*Problem to work on:* When the string "Balmoral" is part of a line below, that line should be copied.

________________________________________

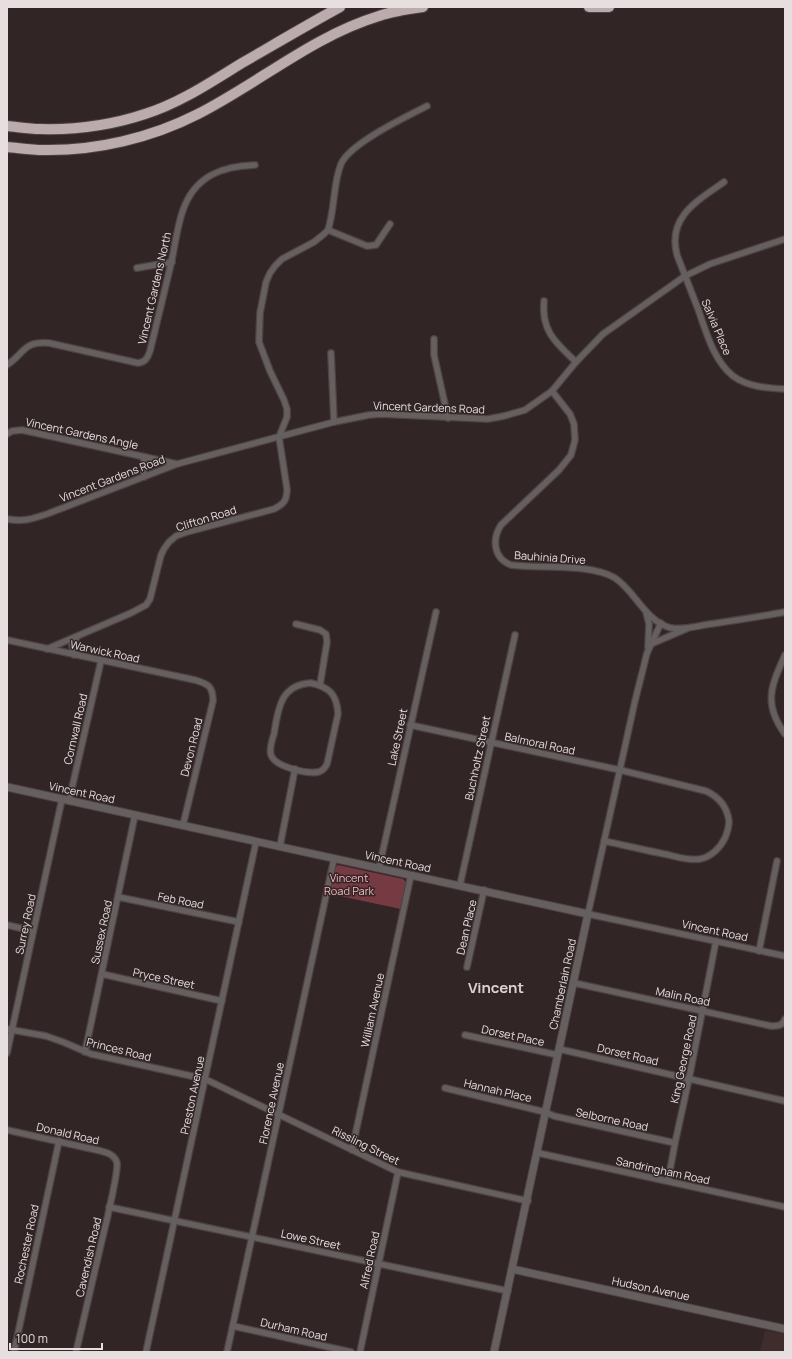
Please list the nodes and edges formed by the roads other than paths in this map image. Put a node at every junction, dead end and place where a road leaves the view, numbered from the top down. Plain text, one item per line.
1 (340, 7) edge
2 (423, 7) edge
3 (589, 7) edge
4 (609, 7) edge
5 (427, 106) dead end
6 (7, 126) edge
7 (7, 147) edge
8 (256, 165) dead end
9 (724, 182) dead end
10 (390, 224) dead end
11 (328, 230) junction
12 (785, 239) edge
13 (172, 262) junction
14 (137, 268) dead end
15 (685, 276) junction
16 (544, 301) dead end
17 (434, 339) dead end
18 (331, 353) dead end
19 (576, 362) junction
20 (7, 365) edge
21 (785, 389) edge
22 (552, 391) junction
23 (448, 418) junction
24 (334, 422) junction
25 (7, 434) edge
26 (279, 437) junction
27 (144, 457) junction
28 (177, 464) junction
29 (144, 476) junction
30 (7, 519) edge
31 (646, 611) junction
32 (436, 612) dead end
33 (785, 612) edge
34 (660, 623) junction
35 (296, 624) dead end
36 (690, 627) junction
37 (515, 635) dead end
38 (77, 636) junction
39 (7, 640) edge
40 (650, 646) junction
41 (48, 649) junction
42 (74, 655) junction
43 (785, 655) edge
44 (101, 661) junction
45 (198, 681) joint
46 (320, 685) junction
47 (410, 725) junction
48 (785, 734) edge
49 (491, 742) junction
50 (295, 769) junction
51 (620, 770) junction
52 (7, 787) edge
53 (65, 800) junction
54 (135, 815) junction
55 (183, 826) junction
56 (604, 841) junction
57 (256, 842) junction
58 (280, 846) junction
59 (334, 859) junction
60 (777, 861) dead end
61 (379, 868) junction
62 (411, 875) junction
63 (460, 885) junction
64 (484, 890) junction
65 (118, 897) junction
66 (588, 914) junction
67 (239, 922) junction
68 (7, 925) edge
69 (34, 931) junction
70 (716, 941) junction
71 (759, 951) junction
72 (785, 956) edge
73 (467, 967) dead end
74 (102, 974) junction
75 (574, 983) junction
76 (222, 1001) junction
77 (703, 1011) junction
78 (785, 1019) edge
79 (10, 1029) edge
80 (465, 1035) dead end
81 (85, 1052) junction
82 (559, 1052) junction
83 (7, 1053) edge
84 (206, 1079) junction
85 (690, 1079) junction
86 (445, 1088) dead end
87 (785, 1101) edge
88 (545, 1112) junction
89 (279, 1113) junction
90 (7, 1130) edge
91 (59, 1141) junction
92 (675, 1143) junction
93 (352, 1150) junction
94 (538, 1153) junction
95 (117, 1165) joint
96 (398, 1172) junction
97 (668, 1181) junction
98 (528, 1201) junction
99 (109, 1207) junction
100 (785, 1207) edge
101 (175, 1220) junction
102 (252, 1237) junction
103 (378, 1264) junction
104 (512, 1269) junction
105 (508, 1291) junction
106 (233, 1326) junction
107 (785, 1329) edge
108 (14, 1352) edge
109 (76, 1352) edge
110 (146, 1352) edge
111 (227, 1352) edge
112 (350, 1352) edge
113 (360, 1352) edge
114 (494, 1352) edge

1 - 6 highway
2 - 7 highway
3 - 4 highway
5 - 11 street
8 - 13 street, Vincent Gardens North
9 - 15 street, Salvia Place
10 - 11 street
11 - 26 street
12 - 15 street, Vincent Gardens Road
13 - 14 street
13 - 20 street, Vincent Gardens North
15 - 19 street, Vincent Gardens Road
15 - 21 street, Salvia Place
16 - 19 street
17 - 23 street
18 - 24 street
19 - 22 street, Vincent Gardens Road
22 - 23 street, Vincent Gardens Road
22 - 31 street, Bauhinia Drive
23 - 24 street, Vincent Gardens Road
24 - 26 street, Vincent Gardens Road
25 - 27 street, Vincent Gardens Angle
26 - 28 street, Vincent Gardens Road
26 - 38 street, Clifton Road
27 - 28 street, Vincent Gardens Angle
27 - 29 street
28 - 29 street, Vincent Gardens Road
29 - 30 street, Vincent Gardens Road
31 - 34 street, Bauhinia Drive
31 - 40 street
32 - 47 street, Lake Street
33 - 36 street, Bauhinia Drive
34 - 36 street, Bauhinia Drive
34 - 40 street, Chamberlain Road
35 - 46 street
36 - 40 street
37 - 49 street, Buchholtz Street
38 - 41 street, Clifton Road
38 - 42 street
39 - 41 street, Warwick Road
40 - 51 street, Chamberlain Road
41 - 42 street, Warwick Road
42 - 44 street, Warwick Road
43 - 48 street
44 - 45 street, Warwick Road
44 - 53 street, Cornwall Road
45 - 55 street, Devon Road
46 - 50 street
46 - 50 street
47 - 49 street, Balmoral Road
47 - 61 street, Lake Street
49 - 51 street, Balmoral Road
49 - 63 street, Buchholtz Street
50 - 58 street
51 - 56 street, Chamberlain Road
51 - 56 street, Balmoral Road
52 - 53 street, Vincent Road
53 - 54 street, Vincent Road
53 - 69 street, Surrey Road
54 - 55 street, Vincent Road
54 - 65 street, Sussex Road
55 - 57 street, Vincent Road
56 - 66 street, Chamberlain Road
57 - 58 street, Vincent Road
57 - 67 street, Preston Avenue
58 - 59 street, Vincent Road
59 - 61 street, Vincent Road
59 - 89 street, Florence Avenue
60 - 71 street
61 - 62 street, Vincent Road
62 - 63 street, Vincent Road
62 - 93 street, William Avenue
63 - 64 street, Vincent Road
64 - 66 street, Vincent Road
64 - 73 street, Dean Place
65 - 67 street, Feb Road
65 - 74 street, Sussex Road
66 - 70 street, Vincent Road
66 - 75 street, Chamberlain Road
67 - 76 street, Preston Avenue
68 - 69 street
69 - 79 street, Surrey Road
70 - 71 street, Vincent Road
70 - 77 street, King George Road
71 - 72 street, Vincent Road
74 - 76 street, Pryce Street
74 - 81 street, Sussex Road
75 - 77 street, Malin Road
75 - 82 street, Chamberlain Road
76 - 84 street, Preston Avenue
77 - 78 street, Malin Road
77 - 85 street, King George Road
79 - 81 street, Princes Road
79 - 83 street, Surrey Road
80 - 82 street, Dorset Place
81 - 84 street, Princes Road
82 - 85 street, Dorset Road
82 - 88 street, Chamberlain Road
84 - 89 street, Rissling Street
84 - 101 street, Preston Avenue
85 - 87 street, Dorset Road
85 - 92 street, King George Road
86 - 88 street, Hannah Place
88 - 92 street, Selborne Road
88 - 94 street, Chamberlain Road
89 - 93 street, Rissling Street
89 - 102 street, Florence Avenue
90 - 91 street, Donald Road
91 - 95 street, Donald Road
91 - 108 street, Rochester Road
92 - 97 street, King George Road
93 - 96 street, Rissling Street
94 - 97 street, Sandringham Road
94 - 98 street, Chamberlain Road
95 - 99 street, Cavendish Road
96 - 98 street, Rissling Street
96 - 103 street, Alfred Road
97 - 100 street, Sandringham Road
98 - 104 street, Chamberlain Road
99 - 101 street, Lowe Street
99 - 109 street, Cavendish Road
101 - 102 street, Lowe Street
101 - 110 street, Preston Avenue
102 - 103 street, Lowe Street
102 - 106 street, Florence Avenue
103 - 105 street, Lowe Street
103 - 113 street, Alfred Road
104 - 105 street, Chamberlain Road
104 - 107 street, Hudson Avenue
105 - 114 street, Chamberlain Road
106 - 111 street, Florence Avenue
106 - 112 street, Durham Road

________________________________________

*Answer to this task:*
47 - 49 street, Balmoral Road
49 - 51 street, Balmoral Road
51 - 56 street, Balmoral Road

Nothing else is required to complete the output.